How to write a professional tenancy agreement: What you need to know

Bringing on a new tenant is an exciting prospect for any landlord. Good tenants bring in the income you need while being transparent about their needs so you can address issues quickly and keep the relationship nice and healthy.

But not all tenants play by the same rule book. While the vast majority are a pleasure to have around, there’s always the small risk of getting a bad apple, which could put you in debt. Even worse, it could end in a sticky eviction process with a lot of legal expenses.

However, you can limit the likelihood of any issues with a well-thought-out tenancy agreement that both parties can sign ahead of time. 

This in-depth Bionic guide will explain what a tenancy agreement is, what your and your tenant’s rights are, and how to put together a tenancy agreement that works for both of you.

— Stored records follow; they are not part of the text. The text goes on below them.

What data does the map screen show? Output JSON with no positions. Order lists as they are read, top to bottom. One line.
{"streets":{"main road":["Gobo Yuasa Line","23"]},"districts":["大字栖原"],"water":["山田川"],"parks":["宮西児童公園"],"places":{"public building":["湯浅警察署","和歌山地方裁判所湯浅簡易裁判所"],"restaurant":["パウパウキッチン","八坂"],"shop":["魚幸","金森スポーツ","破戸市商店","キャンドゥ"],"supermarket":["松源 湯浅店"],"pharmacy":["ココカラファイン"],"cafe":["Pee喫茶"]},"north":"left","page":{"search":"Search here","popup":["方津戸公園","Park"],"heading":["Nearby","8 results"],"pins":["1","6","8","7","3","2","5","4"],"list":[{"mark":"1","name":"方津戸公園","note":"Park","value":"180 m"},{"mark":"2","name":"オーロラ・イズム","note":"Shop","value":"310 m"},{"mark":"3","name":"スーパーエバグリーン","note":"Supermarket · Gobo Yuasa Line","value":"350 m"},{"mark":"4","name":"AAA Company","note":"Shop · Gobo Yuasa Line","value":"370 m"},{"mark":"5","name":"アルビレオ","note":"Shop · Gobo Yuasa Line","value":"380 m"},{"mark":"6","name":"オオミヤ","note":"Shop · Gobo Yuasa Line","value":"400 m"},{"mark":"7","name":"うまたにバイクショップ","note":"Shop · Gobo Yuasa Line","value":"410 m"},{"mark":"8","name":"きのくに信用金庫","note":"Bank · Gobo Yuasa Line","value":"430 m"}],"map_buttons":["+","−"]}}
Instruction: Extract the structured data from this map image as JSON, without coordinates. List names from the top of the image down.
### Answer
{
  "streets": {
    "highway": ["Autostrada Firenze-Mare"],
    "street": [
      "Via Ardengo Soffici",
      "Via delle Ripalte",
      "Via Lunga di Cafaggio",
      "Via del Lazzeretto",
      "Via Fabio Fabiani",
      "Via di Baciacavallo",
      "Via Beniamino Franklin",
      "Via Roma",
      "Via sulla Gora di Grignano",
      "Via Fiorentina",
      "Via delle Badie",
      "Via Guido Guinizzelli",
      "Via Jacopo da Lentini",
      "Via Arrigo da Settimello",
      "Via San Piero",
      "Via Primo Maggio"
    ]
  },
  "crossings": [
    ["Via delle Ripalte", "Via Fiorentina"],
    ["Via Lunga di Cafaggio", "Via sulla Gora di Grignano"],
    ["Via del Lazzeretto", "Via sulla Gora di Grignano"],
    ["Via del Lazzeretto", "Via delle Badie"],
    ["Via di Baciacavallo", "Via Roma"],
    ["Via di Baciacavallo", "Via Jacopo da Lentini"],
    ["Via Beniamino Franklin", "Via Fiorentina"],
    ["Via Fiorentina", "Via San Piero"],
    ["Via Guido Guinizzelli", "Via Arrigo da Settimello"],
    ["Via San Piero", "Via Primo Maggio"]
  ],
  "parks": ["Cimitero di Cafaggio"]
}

What is a tenancy agreement?

A tenancy agreement is usually a written document that outlines the conditions of a tenancy in rented accommodation. It outlines the landlord’s expectations of the tenant, what the landlord promises to do in return and the rights that both parties have. Once signed, the agreement is legally binding.

Tenants can read through the agreement before signing on to a tenancy. This gives them a chance to ask their new landlord or letting agent about any clauses of which they’re unsure.

Written vs oral tenancy agreements

There are two forms of tenancy agreements:

  • A written tenancy agreement is the most common form of contract. It must be signed by all tenants who will be living at the address as well as the landlord. Putting the agreement in writing has advantages for both the tenant and the landlord: it clearly lays out the rules that both parties have agreed to, meaning an intermediary can use it to determine who is at fault if there’s a legal dispute — for example, if a tenant damages your property.
  • An oral tenancy agreement is simply a verbal agreement between the landlord and the tenant. They’re most common when a tenant is renting directly from a landlord rather than through a letting agent, especially if the tenant knows the landlord personally. Oral tenancy agreements are still legally binding, but they’re very difficult to enforce since there are no clearly agreed-upon terms.  

For landlords, getting a written agreement is especially important. Without one, regaining possession of your property is far more difficult: courts will normally require a signed document as evidence before issuing a court order that lets you evict an unruly tenant.

What are the types of written tenancy agreements?

Fixed-term

Fixed-term tenancy agreements normally last for 6 or 12 months at a time. On a fixed-term contract, tenants can leave on the last day of the contract without providing their landlord with any notice. Staying past the date agreed on a fixed-term contract means the tenant is rolled onto a period term contract unless the landlord agrees to them leaving.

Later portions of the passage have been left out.